En estos momentos se está viviendo una de las crisis más duras de las últimas décadas, que ha llevado a una paralización casi total de la actividad productiva en la mayor parte del planeta.

Y esta situación ha supuesto un reto sin igual para las empresas, que mientras se han visto obligadas a parar, han tenido que seguir haciendo frente a una serie de gastos fijos.

Pero esta crisis, como todas, ha traído oportunidades nuevas; en este caso, la digitalización de los negocios.

El teletrabajo ha llegado para quedarse
En estas últimas semanas gran cantidad de empresas han mandado a sus empleados a trabajar desde casa, surgiendo muchos interrogantes respecto a cuándo hay teletrabajo y qué herramientas se necesitan para trabajar de esta manera.
La excepcionalidad de la situación que estamos viviendo ha provocado un interés mayor que nunca sobre esta nueva corriente, y ha supuesto un antes y un después en los modelos de negocio tal como los conocemos en la actualidad.
Nos estamos dando cuenta de que la tecnología se encuentra cada vez más presente en prácticamente todos los ámbitos, sobre todo desde que aparecieron los dispositivos inteligentes, y que sin embargo son muchas las empresas que aún no disponen de un canal de ventas online.

Las principales ventajas de vender a través del mejor escaparate: Internet
Pero, ¿cuáles son los beneficios del comercio electrónico? Las ventajas que consiguen las empresas cuando dan el salto al mundo digital son muchas y de gran peso.

Entre ellas, cabe destacar las siguientes:
Un mayor alcance

En primer lugar, al apostar por el comercio electrónico aumenta el alcance del negocio, ya que se eliminan las barreras geográficas y las limitaciones propias del comercio clásico.
Y en tiempos de crisis, como son estos en los que nos encontramos, llegar a una audiencia global puede ser determinante para resistir en el mercado.

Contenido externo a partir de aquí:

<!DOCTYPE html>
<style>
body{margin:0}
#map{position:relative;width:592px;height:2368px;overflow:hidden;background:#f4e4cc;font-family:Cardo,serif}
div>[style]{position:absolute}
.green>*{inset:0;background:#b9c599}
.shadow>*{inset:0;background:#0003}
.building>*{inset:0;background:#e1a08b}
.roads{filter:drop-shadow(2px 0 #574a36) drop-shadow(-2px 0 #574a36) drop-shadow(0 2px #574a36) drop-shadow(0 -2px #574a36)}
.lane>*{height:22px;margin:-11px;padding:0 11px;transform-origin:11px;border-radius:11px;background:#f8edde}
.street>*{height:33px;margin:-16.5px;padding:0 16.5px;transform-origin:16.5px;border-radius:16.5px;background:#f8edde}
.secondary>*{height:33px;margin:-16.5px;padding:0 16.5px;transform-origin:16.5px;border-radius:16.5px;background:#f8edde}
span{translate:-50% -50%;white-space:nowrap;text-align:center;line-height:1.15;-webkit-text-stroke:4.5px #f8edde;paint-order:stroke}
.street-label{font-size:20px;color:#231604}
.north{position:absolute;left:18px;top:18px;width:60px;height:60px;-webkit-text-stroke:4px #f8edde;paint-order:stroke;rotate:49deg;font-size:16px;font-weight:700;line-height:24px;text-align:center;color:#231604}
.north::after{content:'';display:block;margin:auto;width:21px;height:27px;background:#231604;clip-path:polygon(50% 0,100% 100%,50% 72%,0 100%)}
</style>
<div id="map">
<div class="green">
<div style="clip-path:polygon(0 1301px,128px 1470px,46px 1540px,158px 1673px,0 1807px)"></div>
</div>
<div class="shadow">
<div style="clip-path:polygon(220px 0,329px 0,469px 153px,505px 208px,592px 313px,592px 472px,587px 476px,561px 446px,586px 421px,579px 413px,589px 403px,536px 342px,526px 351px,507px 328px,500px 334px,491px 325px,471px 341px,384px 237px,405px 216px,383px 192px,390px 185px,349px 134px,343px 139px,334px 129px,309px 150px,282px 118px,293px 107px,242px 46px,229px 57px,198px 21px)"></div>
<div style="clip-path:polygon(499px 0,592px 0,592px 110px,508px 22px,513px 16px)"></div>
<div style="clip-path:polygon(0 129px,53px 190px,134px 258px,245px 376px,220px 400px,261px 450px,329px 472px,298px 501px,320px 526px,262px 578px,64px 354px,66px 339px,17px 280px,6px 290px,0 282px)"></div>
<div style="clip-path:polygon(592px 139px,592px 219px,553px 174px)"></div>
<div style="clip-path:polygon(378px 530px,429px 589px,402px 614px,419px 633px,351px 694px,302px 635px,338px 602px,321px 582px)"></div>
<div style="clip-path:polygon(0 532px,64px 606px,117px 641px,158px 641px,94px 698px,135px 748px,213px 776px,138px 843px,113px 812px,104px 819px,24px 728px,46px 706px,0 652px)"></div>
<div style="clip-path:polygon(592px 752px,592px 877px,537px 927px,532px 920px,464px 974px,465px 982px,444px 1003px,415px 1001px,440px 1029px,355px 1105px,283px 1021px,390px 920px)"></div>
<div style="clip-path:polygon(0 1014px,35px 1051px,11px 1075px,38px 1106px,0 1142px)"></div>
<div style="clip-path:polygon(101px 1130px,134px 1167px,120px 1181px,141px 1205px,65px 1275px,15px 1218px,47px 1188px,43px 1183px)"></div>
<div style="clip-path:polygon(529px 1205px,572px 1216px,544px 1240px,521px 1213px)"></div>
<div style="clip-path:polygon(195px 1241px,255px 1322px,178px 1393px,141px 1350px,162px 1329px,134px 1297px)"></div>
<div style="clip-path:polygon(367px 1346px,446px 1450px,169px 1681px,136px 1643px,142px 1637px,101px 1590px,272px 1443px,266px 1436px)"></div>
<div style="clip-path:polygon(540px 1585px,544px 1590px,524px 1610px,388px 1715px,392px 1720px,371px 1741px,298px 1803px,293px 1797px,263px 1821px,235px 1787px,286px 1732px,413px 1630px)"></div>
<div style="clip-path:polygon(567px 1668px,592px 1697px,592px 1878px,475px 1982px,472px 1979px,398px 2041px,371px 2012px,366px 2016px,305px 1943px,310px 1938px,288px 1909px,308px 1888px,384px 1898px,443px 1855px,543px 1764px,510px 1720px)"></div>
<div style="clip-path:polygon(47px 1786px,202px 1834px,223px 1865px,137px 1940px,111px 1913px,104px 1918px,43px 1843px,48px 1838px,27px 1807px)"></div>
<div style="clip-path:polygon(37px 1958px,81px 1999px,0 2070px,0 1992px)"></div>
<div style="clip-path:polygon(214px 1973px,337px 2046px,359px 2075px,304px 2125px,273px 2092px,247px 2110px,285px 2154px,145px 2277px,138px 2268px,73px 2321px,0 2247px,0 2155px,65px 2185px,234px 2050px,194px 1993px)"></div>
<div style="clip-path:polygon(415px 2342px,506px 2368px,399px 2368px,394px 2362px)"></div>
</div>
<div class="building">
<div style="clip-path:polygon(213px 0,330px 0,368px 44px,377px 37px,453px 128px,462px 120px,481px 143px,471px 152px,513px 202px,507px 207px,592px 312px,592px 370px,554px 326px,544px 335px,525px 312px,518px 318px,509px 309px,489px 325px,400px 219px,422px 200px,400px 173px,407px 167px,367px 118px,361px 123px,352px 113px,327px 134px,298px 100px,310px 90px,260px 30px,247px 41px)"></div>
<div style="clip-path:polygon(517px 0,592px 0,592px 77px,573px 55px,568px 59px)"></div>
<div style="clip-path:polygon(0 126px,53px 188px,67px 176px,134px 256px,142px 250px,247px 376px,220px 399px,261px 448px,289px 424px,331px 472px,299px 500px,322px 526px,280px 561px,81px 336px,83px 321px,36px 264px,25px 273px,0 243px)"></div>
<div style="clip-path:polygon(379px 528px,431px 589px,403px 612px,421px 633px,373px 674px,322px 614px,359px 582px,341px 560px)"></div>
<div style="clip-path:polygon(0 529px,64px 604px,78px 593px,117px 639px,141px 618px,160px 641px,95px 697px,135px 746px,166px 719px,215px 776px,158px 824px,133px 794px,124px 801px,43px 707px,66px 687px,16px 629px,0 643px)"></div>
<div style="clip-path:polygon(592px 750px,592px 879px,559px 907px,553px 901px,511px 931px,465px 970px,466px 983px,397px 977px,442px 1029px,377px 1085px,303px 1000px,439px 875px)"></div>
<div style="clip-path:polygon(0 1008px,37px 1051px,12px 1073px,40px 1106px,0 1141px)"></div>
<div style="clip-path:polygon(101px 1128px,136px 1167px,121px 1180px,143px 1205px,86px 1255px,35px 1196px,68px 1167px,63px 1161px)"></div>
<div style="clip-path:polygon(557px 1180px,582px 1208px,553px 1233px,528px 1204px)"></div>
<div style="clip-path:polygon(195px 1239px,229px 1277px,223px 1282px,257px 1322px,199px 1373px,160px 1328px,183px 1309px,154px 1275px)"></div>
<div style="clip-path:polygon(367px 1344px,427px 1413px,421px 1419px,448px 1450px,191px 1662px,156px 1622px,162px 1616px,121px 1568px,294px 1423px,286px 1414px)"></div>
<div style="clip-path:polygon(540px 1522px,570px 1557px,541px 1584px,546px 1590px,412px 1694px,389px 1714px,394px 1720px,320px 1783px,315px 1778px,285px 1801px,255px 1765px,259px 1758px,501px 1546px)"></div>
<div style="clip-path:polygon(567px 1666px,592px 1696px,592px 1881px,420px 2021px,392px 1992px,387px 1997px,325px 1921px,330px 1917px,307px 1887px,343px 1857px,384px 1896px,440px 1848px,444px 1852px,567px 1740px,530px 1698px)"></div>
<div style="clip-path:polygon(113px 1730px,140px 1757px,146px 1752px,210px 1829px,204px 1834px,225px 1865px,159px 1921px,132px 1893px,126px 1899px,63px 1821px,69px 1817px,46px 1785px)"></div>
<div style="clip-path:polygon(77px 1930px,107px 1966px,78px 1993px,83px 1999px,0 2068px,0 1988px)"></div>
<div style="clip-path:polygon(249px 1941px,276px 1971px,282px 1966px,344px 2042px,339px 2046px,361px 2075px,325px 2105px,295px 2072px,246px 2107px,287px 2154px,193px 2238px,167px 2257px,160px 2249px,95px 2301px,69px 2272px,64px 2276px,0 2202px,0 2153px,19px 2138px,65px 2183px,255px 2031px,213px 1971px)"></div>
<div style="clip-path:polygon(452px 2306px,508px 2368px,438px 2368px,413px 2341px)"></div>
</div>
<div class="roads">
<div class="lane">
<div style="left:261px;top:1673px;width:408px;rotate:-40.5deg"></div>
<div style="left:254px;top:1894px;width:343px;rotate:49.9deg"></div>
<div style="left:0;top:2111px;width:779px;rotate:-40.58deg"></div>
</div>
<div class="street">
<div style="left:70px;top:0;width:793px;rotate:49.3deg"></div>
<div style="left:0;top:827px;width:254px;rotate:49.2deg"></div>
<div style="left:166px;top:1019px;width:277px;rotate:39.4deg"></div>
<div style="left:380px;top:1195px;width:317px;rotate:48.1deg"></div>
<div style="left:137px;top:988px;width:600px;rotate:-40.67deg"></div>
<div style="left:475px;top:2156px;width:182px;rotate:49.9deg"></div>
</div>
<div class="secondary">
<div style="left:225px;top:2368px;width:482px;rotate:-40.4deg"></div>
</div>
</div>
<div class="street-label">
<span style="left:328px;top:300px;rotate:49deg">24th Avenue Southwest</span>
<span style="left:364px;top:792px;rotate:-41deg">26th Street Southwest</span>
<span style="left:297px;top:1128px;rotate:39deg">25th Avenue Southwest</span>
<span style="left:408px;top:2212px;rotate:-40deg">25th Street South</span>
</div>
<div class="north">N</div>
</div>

Disminuyen los costes fijos
Otra de las mayores ventajas a la hora de digitalizar un negocio es que no hay que tener un local físico, con los costes de arrendamiento y suministros que esto supone.
Al implementar una estrategia digital se hace frente a unos costes mucho menores que los que representan los negocios tradicionales.

No hay límites temporales
Un negocio digital funciona 24/7, lo cual supone una ventaja muy importante con respecto a las tiendas de toda la vida, que tienen un horario al cual se tienen que ceñir los clientes.
Y esto último supone sacrificar un número importantes de ventas que se pueden rescatar dando el salto a Internet.

Puede segmentar a tus clientes
Al tener una tienda online se puede segmentar mejor al público al que te diriges.
Son muchas las herramientas de análisis que están al alcance de los emprendedores en estos momentos, y que les aportan la máxima información sobre sus clientes.
Esto, a su vez, permite trabajar la publicidad desde un punto de vista mucho más completo, posibilitando toda clase de estrategias y acciones de publicidad dirigidas tan solo a aquellos sectores en los que de verdad pueda tener un impacto.